**** Data for this exercise ****
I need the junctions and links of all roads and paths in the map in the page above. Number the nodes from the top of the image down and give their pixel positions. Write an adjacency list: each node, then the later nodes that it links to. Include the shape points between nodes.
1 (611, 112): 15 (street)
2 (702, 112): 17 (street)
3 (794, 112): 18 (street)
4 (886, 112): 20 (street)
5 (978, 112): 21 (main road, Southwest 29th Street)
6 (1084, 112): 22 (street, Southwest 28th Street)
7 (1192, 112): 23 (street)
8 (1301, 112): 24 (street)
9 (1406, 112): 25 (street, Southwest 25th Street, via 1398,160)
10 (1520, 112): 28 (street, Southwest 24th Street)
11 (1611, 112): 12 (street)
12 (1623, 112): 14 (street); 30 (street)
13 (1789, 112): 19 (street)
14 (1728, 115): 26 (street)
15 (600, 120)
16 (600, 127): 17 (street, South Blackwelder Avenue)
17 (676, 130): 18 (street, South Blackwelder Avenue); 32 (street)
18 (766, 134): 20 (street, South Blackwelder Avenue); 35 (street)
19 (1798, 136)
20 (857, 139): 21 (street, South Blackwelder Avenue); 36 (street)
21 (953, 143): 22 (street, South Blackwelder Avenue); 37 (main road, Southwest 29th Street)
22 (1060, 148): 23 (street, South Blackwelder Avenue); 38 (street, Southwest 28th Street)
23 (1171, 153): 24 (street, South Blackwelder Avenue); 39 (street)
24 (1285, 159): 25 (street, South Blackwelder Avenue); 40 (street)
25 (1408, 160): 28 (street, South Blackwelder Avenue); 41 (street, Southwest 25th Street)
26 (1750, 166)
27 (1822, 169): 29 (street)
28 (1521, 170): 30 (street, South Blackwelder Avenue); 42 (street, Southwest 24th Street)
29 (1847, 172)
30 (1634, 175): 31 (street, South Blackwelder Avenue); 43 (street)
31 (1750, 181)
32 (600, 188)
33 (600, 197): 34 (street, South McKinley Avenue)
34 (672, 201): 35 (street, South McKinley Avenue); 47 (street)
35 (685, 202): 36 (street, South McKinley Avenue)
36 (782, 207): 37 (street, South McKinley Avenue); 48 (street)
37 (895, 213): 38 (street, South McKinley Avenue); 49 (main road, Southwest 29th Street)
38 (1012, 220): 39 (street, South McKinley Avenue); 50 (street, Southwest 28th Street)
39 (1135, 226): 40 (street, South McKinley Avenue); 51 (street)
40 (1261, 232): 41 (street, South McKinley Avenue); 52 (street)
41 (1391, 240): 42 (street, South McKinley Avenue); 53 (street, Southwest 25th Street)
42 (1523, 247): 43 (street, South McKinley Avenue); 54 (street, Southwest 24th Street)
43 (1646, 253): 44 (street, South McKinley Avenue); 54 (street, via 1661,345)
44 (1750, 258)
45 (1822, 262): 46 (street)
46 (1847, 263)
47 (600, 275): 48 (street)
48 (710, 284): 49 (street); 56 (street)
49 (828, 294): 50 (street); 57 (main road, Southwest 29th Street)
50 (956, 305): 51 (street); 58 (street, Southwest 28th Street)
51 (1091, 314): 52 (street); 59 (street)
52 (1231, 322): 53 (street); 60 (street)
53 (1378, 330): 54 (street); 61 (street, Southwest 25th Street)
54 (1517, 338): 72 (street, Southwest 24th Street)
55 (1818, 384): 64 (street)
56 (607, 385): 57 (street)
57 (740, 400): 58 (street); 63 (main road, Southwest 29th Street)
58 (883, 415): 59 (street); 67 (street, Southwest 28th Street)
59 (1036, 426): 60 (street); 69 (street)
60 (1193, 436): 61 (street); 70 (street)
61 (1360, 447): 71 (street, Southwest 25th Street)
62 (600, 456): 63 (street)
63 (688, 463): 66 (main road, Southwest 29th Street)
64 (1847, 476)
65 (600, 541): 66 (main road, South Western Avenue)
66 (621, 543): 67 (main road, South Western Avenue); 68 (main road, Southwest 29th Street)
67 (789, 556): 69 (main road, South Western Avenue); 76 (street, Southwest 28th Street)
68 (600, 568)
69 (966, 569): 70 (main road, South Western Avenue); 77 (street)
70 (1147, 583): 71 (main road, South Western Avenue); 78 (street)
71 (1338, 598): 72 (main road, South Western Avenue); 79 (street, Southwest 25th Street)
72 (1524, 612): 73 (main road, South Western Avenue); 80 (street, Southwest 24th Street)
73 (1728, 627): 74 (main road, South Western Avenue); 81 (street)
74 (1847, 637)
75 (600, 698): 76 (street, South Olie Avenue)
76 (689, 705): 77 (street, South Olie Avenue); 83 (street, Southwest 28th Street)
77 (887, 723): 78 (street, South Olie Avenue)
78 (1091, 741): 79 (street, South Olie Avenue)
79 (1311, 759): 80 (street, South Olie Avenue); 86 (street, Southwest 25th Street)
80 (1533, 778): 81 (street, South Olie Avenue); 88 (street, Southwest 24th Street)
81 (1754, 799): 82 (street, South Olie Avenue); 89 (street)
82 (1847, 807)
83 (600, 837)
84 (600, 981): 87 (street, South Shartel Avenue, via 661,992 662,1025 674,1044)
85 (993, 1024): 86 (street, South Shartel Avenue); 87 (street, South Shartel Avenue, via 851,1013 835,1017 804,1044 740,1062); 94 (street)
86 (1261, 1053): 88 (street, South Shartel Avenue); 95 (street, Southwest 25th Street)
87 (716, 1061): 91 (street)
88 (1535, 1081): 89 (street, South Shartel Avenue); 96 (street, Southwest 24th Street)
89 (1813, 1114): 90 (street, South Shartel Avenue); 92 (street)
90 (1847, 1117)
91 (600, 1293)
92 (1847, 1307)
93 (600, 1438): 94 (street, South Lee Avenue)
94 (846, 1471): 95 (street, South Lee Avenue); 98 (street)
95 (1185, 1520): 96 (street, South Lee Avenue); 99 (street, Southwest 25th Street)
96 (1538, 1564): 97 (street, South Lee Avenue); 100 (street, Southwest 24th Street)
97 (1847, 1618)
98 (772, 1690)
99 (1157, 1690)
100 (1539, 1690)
****
Work to complete:
In this exercise, repeat the entries above verbatim.

Solution to this problem:
I need the junctions and links of all roads and paths in the map in the page above. Number the nodes from the top of the image down and give their pixel positions. Write an adjacency list: each node, then the later nodes that it links to. Include the shape points between nodes.
1 (611, 112): 15 (street)
2 (702, 112): 17 (street)
3 (794, 112): 18 (street)
4 (886, 112): 20 (street)
5 (978, 112): 21 (main road, Southwest 29th Street)
6 (1084, 112): 22 (street, Southwest 28th Street)
7 (1192, 112): 23 (street)
8 (1301, 112): 24 (street)
9 (1406, 112): 25 (street, Southwest 25th Street, via 1398,160)
10 (1520, 112): 28 (street, Southwest 24th Street)
11 (1611, 112): 12 (street)
12 (1623, 112): 14 (street); 30 (street)
13 (1789, 112): 19 (street)
14 (1728, 115): 26 (street)
15 (600, 120)
16 (600, 127): 17 (street, South Blackwelder Avenue)
17 (676, 130): 18 (street, South Blackwelder Avenue); 32 (street)
18 (766, 134): 20 (street, South Blackwelder Avenue); 35 (street)
19 (1798, 136)
20 (857, 139): 21 (street, South Blackwelder Avenue); 36 (street)
21 (953, 143): 22 (street, South Blackwelder Avenue); 37 (main road, Southwest 29th Street)
22 (1060, 148): 23 (street, South Blackwelder Avenue); 38 (street, Southwest 28th Street)
23 (1171, 153): 24 (street, South Blackwelder Avenue); 39 (street)
24 (1285, 159): 25 (street, South Blackwelder Avenue); 40 (street)
25 (1408, 160): 28 (street, South Blackwelder Avenue); 41 (street, Southwest 25th Street)
26 (1750, 166)
27 (1822, 169): 29 (street)
28 (1521, 170): 30 (street, South Blackwelder Avenue); 42 (street, Southwest 24th Street)
29 (1847, 172)
30 (1634, 175): 31 (street, South Blackwelder Avenue); 43 (street)
31 (1750, 181)
32 (600, 188)
33 (600, 197): 34 (street, South McKinley Avenue)
34 (672, 201): 35 (street, South McKinley Avenue); 47 (street)
35 (685, 202): 36 (street, South McKinley Avenue)
36 (782, 207): 37 (street, South McKinley Avenue); 48 (street)
37 (895, 213): 38 (street, South McKinley Avenue); 49 (main road, Southwest 29th Street)
38 (1012, 220): 39 (street, South McKinley Avenue); 50 (street, Southwest 28th Street)
39 (1135, 226): 40 (street, South McKinley Avenue); 51 (street)
40 (1261, 232): 41 (street, South McKinley Avenue); 52 (street)
41 (1391, 240): 42 (street, South McKinley Avenue); 53 (street, Southwest 25th Street)
42 (1523, 247): 43 (street, South McKinley Avenue); 54 (street, Southwest 24th Street)
43 (1646, 253): 44 (street, South McKinley Avenue); 54 (street, via 1661,345)
44 (1750, 258)
45 (1822, 262): 46 (street)
46 (1847, 263)
47 (600, 275): 48 (street)
48 (710, 284): 49 (street); 56 (street)
49 (828, 294): 50 (street); 57 (main road, Southwest 29th Street)
50 (956, 305): 51 (street); 58 (street, Southwest 28th Street)
51 (1091, 314): 52 (street); 59 (street)
52 (1231, 322): 53 (street); 60 (street)
53 (1378, 330): 54 (street); 61 (street, Southwest 25th Street)
54 (1517, 338): 72 (street, Southwest 24th Street)
55 (1818, 384): 64 (street)
56 (607, 385): 57 (street)
57 (740, 400): 58 (street); 63 (main road, Southwest 29th Street)
58 (883, 415): 59 (street); 67 (street, Southwest 28th Street)
59 (1036, 426): 60 (street); 69 (street)
60 (1193, 436): 61 (street); 70 (street)
61 (1360, 447): 71 (street, Southwest 25th Street)
62 (600, 456): 63 (street)
63 (688, 463): 66 (main road, Southwest 29th Street)
64 (1847, 476)
65 (600, 541): 66 (main road, South Western Avenue)
66 (621, 543): 67 (main road, South Western Avenue); 68 (main road, Southwest 29th Street)
67 (789, 556): 69 (main road, South Western Avenue); 76 (street, Southwest 28th Street)
68 (600, 568)
69 (966, 569): 70 (main road, South Western Avenue); 77 (street)
70 (1147, 583): 71 (main road, South Western Avenue); 78 (street)
71 (1338, 598): 72 (main road, South Western Avenue); 79 (street, Southwest 25th Street)
72 (1524, 612): 73 (main road, South Western Avenue); 80 (street, Southwest 24th Street)
73 (1728, 627): 74 (main road, South Western Avenue); 81 (street)
74 (1847, 637)
75 (600, 698): 76 (street, South Olie Avenue)
76 (689, 705): 77 (street, South Olie Avenue); 83 (street, Southwest 28th Street)
77 (887, 723): 78 (street, South Olie Avenue)
78 (1091, 741): 79 (street, South Olie Avenue)
79 (1311, 759): 80 (street, South Olie Avenue); 86 (street, Southwest 25th Street)
80 (1533, 778): 81 (street, South Olie Avenue); 88 (street, Southwest 24th Street)
81 (1754, 799): 82 (street, South Olie Avenue); 89 (street)
82 (1847, 807)
83 (600, 837)
84 (600, 981): 87 (street, South Shartel Avenue, via 661,992 662,1025 674,1044)
85 (993, 1024): 86 (street, South Shartel Avenue); 87 (street, South Shartel Avenue, via 851,1013 835,1017 804,1044 740,1062); 94 (street)
86 (1261, 1053): 88 (street, South Shartel Avenue); 95 (street, Southwest 25th Street)
87 (716, 1061): 91 (street)
88 (1535, 1081): 89 (street, South Shartel Avenue); 96 (street, Southwest 24th Street)
89 (1813, 1114): 90 (street, South Shartel Avenue); 92 (street)
90 (1847, 1117)
91 (600, 1293)
92 (1847, 1307)
93 (600, 1438): 94 (street, South Lee Avenue)
94 (846, 1471): 95 (street, South Lee Avenue); 98 (street)
95 (1185, 1520): 96 (street, South Lee Avenue); 99 (street, Southwest 25th Street)
96 (1538, 1564): 97 (street, South Lee Avenue); 100 (street, Southwest 24th Street)
97 (1847, 1618)
98 (772, 1690)
99 (1157, 1690)
100 (1539, 1690)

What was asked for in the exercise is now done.